• _What is being asked_:
Every record must be repeated exactly, with no omission.

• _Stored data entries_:
+ + +

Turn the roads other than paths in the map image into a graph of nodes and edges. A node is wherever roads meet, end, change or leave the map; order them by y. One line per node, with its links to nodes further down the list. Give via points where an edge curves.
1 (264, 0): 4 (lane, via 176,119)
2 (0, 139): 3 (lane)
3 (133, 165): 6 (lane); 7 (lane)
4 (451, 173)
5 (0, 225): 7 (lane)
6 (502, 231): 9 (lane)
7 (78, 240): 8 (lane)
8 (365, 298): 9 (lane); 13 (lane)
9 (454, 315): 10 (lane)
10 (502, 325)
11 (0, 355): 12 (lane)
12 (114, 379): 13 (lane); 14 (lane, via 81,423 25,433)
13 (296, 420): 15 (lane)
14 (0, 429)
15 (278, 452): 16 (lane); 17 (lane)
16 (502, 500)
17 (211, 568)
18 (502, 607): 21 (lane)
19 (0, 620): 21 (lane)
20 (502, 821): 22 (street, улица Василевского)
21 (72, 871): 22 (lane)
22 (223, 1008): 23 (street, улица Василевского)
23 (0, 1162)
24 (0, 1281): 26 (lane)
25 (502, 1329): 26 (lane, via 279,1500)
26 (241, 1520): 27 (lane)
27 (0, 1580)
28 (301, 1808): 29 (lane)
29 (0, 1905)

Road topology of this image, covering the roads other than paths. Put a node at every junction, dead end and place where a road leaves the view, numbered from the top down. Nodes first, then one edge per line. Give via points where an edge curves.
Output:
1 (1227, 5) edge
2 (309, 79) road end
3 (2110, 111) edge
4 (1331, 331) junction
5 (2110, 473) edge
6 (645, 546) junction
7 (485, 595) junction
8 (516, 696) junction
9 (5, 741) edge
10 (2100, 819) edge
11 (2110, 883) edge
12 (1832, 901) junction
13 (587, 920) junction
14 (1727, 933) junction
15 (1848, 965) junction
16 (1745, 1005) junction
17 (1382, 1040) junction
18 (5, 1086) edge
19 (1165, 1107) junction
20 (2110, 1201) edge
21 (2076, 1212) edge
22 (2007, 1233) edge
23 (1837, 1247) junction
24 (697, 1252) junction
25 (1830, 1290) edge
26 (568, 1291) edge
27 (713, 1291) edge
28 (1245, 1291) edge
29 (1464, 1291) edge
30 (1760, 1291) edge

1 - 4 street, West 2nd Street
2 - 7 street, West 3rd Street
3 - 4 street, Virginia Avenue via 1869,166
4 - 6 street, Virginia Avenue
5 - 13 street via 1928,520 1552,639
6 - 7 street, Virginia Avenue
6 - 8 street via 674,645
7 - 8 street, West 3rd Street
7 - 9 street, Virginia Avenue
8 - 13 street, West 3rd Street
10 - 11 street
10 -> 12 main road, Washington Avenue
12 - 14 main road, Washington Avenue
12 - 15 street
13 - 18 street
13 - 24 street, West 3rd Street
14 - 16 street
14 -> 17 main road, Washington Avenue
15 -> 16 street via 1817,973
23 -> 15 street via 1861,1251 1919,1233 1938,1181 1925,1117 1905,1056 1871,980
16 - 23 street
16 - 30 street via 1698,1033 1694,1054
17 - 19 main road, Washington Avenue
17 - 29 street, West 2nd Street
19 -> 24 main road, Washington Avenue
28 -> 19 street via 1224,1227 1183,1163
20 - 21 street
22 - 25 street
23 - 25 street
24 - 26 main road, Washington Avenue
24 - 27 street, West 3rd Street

+ + +

• _Finished task_:
Turn the roads other than paths in the map image into a graph of nodes and edges. A node is wherever roads meet, end, change or leave the map; order them by y. One line per node, with its links to nodes further down the list. Give via points where an edge curves.
1 (264, 0): 4 (lane, via 176,119)
2 (0, 139): 3 (lane)
3 (133, 165): 6 (lane); 7 (lane)
4 (451, 173)
5 (0, 225): 7 (lane)
6 (502, 231): 9 (lane)
7 (78, 240): 8 (lane)
8 (365, 298): 9 (lane); 13 (lane)
9 (454, 315): 10 (lane)
10 (502, 325)
11 (0, 355): 12 (lane)
12 (114, 379): 13 (lane); 14 (lane, via 81,423 25,433)
13 (296, 420): 15 (lane)
14 (0, 429)
15 (278, 452): 16 (lane); 17 (lane)
16 (502, 500)
17 (211, 568)
18 (502, 607): 21 (lane)
19 (0, 620): 21 (lane)
20 (502, 821): 22 (street, улица Василевского)
21 (72, 871): 22 (lane)
22 (223, 1008): 23 (street, улица Василевского)
23 (0, 1162)
24 (0, 1281): 26 (lane)
25 (502, 1329): 26 (lane, via 279,1500)
26 (241, 1520): 27 (lane)
27 (0, 1580)
28 (301, 1808): 29 (lane)
29 (0, 1905)

Road topology of this image, covering the roads other than paths. Put a node at every junction, dead end and place where a road leaves the view, numbered from the top down. Nodes first, then one edge per line. Give via points where an edge curves.
Output:
1 (1227, 5) edge
2 (309, 79) road end
3 (2110, 111) edge
4 (1331, 331) junction
5 (2110, 473) edge
6 (645, 546) junction
7 (485, 595) junction
8 (516, 696) junction
9 (5, 741) edge
10 (2100, 819) edge
11 (2110, 883) edge
12 (1832, 901) junction
13 (587, 920) junction
14 (1727, 933) junction
15 (1848, 965) junction
16 (1745, 1005) junction
17 (1382, 1040) junction
18 (5, 1086) edge
19 (1165, 1107) junction
20 (2110, 1201) edge
21 (2076, 1212) edge
22 (2007, 1233) edge
23 (1837, 1247) junction
24 (697, 1252) junction
25 (1830, 1290) edge
26 (568, 1291) edge
27 (713, 1291) edge
28 (1245, 1291) edge
29 (1464, 1291) edge
30 (1760, 1291) edge

1 - 4 street, West 2nd Street
2 - 7 street, West 3rd Street
3 - 4 street, Virginia Avenue via 1869,166
4 - 6 street, Virginia Avenue
5 - 13 street via 1928,520 1552,639
6 - 7 street, Virginia Avenue
6 - 8 street via 674,645
7 - 8 street, West 3rd Street
7 - 9 street, Virginia Avenue
8 - 13 street, West 3rd Street
10 - 11 street
10 -> 12 main road, Washington Avenue
12 - 14 main road, Washington Avenue
12 - 15 street
13 - 18 street
13 - 24 street, West 3rd Street
14 - 16 street
14 -> 17 main road, Washington Avenue
15 -> 16 street via 1817,973
23 -> 15 street via 1861,1251 1919,1233 1938,1181 1925,1117 1905,1056 1871,980
16 - 23 street
16 - 30 street via 1698,1033 1694,1054
17 - 19 main road, Washington Avenue
17 - 29 street, West 2nd Street
19 -> 24 main road, Washington Avenue
28 -> 19 street via 1224,1227 1183,1163
20 - 21 street
22 - 25 street
23 - 25 street
24 - 26 main road, Washington Avenue
24 - 27 street, West 3rd Street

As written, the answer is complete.